YOUR TASK: Among the entries below, how many lines hold the word "سيدي"? Reply with the number only.

(Beginning of DATA SHOWN)

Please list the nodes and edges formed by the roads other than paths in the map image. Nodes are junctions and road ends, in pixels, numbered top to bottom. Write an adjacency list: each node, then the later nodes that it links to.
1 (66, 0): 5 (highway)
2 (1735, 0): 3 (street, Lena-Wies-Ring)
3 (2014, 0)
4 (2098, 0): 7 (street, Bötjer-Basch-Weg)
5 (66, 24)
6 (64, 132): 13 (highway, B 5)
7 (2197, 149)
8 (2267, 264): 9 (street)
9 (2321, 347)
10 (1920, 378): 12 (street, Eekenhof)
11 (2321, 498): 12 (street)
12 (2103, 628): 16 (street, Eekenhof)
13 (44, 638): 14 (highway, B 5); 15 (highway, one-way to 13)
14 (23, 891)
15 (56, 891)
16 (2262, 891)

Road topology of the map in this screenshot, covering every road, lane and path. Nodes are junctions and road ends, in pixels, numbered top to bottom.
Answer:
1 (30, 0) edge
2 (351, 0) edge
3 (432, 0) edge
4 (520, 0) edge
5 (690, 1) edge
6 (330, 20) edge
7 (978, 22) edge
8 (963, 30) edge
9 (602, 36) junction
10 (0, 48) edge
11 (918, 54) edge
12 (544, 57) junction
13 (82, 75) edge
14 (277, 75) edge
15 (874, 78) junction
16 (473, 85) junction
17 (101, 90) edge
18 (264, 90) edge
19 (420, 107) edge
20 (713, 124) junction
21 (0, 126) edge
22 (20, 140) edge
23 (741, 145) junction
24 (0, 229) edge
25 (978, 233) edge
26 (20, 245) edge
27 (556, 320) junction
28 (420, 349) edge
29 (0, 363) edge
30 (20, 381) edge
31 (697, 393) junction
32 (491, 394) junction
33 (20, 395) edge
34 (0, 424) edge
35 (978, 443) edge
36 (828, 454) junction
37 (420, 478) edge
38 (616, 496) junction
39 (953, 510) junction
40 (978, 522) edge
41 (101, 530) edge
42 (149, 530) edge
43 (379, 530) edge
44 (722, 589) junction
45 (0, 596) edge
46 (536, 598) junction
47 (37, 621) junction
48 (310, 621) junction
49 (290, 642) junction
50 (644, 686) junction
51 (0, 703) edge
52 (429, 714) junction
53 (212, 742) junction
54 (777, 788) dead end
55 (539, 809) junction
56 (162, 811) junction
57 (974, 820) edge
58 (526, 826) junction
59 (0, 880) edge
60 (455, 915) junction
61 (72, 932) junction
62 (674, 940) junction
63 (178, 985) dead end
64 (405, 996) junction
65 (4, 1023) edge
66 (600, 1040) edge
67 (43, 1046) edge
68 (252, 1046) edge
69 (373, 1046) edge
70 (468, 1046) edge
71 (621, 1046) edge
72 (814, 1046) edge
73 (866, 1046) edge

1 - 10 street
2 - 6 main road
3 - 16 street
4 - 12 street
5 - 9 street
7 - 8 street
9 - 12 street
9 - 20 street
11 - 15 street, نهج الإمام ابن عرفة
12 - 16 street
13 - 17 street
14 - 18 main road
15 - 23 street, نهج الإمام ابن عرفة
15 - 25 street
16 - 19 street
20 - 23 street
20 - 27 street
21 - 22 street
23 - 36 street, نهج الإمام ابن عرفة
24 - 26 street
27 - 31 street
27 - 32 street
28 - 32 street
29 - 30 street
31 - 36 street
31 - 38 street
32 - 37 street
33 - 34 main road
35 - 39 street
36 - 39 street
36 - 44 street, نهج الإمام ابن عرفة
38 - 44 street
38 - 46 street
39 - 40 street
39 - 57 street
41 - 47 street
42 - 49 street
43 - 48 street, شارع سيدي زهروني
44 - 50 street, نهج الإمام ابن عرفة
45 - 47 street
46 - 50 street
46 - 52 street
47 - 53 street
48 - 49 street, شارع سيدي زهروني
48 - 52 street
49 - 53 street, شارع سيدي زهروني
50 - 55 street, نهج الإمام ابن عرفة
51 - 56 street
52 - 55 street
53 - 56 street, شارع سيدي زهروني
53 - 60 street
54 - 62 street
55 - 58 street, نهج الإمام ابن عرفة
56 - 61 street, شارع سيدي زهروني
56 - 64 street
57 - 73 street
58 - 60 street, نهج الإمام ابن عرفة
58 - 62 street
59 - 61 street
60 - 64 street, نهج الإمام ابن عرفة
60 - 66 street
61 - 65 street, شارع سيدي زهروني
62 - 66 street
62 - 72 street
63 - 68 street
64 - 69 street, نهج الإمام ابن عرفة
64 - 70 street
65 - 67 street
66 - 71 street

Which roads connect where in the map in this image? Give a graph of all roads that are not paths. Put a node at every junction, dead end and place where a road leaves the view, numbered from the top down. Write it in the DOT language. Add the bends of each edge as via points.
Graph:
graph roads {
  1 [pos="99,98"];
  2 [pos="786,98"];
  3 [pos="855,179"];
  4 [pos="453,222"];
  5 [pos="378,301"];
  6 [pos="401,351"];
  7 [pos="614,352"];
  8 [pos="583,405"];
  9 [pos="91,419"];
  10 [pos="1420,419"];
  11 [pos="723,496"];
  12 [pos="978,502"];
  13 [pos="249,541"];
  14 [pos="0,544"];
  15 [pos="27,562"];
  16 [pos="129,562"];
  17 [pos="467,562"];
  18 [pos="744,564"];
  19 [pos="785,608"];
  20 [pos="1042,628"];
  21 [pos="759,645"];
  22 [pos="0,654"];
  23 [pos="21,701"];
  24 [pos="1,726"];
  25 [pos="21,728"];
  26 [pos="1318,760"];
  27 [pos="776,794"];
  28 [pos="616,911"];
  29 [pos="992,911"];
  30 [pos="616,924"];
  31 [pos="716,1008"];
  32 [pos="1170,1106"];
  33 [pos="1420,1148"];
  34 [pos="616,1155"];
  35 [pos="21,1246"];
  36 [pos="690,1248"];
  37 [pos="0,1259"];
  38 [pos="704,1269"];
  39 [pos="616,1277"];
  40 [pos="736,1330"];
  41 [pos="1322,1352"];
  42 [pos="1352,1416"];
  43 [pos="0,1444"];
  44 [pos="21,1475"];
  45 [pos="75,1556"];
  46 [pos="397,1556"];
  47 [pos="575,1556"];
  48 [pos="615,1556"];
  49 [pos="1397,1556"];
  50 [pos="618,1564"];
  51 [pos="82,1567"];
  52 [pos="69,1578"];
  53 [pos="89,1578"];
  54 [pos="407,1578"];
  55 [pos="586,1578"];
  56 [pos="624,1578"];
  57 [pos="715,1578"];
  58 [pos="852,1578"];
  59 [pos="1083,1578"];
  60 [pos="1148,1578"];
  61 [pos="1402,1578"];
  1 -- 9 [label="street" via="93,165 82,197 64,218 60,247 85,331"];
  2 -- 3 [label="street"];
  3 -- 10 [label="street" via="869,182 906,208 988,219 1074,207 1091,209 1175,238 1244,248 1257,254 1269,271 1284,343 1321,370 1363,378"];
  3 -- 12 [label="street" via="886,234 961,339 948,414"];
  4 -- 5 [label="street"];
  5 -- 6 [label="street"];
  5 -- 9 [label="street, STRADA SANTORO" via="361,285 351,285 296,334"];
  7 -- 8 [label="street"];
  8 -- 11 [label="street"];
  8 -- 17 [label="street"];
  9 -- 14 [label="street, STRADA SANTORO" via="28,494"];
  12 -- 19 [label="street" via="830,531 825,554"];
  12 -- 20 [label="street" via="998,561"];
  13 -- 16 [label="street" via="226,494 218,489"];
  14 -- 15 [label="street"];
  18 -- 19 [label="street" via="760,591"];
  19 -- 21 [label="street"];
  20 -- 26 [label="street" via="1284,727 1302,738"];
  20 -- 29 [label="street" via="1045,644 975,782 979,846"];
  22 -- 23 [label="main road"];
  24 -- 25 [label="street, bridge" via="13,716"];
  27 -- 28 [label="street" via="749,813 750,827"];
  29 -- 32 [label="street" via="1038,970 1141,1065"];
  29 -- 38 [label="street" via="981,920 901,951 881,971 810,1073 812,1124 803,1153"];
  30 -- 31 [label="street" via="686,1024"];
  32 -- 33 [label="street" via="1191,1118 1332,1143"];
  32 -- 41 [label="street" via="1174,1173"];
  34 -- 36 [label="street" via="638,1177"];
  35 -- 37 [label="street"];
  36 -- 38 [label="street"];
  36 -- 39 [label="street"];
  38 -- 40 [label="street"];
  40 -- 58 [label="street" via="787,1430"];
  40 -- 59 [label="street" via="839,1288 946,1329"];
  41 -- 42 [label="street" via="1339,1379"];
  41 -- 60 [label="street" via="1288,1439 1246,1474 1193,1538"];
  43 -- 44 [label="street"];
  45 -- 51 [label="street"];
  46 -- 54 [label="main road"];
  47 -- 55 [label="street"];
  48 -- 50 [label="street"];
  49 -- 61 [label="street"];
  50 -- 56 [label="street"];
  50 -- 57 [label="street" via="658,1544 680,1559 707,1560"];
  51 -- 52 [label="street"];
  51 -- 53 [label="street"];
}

(End of DATA SHOWN)

RESULT OF THIS TASK: 6